--- START ---

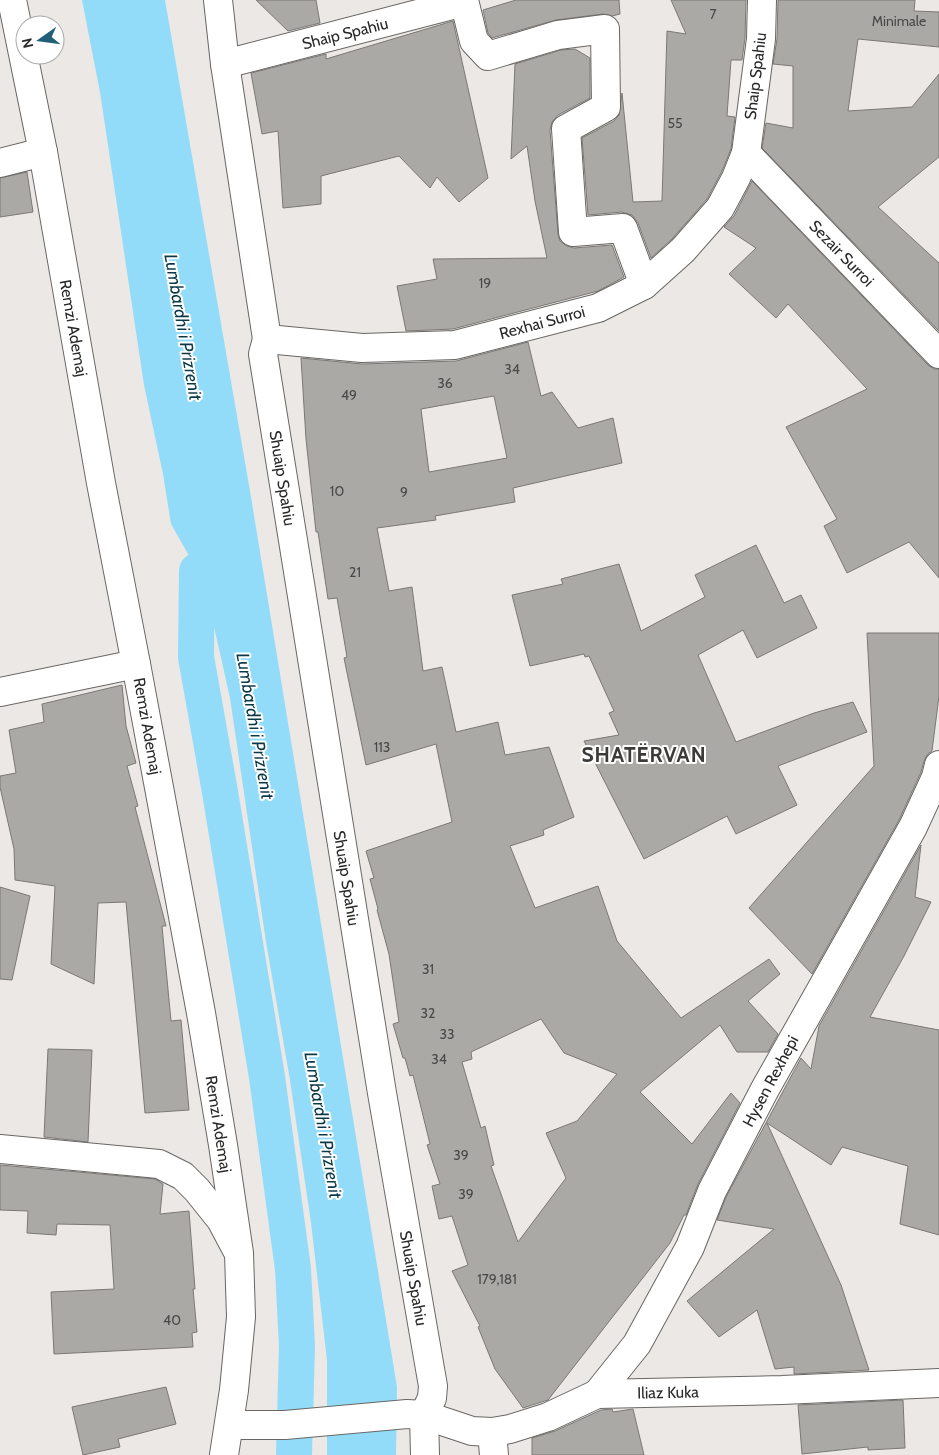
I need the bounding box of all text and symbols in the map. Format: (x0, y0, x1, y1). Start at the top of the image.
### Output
house number: 7 (709, 5, 717, 23)
house number: Minimale (872, 12, 926, 30)
street label: Shaip Spahiu (300, 14, 390, 53)
north arrow (15, 15, 65, 65)
street label: Shaip Spahiu (741, 31, 770, 121)
text: N (17, 36, 37, 50)
house number: 55 (667, 114, 683, 132)
street label: Sezair Surroi (805, 216, 878, 290)
water label: Lumbardhi i Prizrenit (159, 252, 207, 403)
house number: 19 (479, 274, 491, 292)
street label: Remzi Ademaj (56, 278, 91, 378)
street label: Rexhai Surroi (497, 302, 587, 343)
house number: 34 (504, 360, 520, 378)
house number: 36 (437, 374, 453, 392)
house number: 49 (341, 386, 357, 404)
street label: Shuaip Spahiu (266, 429, 299, 527)
house number: 10 (330, 482, 344, 500)
house number: 9 (400, 483, 408, 501)
house number: 21 (349, 563, 361, 581)
water label: Lumbardhi i Prizrenit (231, 651, 279, 802)
street label: Remzi Ademaj (130, 676, 165, 776)
house number: 113 (374, 738, 390, 756)
district label: SHATËRVAN (581, 742, 707, 767)
street label: Shuaip Spahiu (330, 829, 363, 927)
house number: 31 (422, 960, 434, 978)
house number: 32 (421, 1004, 435, 1022)
house number: 33 (439, 1025, 455, 1043)
street label: Hysen Rexhepi (738, 1032, 802, 1130)
water label: Lumbardhi i Prizrenit (299, 1050, 347, 1201)
house number: 34 (431, 1050, 447, 1068)
street label: Remzi Ademaj (201, 1074, 236, 1174)
house number: 39 (453, 1146, 469, 1164)
house number: 39 (458, 1185, 474, 1203)
street label: Shuaip Spahiu (396, 1229, 431, 1327)
house number: 179,181 (477, 1270, 517, 1288)
house number: 40 (163, 1311, 181, 1329)
street label: Iliaz Kuka (637, 1382, 699, 1403)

--- END ---

Word for word, repeat each record above; leave out every picture.

I need the bounding box of all text and symbols in the map. Format: (x0, y0, x1, y1). Start at the top of the image.
### Output
house number: 7 (709, 5, 717, 23)
house number: Minimale (872, 12, 926, 30)
street label: Shaip Spahiu (300, 14, 390, 53)
north arrow (15, 15, 65, 65)
street label: Shaip Spahiu (741, 31, 770, 121)
text: N (17, 36, 37, 50)
house number: 55 (667, 114, 683, 132)
street label: Sezair Surroi (805, 216, 878, 290)
water label: Lumbardhi i Prizrenit (159, 252, 207, 403)
house number: 19 (479, 274, 491, 292)
street label: Remzi Ademaj (56, 278, 91, 378)
street label: Rexhai Surroi (497, 302, 587, 343)
house number: 34 (504, 360, 520, 378)
house number: 36 (437, 374, 453, 392)
house number: 49 (341, 386, 357, 404)
street label: Shuaip Spahiu (266, 429, 299, 527)
house number: 10 (330, 482, 344, 500)
house number: 9 (400, 483, 408, 501)
house number: 21 (349, 563, 361, 581)
water label: Lumbardhi i Prizrenit (231, 651, 279, 802)
street label: Remzi Ademaj (130, 676, 165, 776)
house number: 113 (374, 738, 390, 756)
district label: SHATËRVAN (581, 742, 707, 767)
street label: Shuaip Spahiu (330, 829, 363, 927)
house number: 31 (422, 960, 434, 978)
house number: 32 (421, 1004, 435, 1022)
house number: 33 (439, 1025, 455, 1043)
street label: Hysen Rexhepi (738, 1032, 802, 1130)
water label: Lumbardhi i Prizrenit (299, 1050, 347, 1201)
house number: 34 (431, 1050, 447, 1068)
street label: Remzi Ademaj (201, 1074, 236, 1174)
house number: 39 (453, 1146, 469, 1164)
house number: 39 (458, 1185, 474, 1203)
street label: Shuaip Spahiu (396, 1229, 431, 1327)
house number: 179,181 (477, 1270, 517, 1288)
house number: 40 (163, 1311, 181, 1329)
street label: Iliaz Kuka (637, 1382, 699, 1403)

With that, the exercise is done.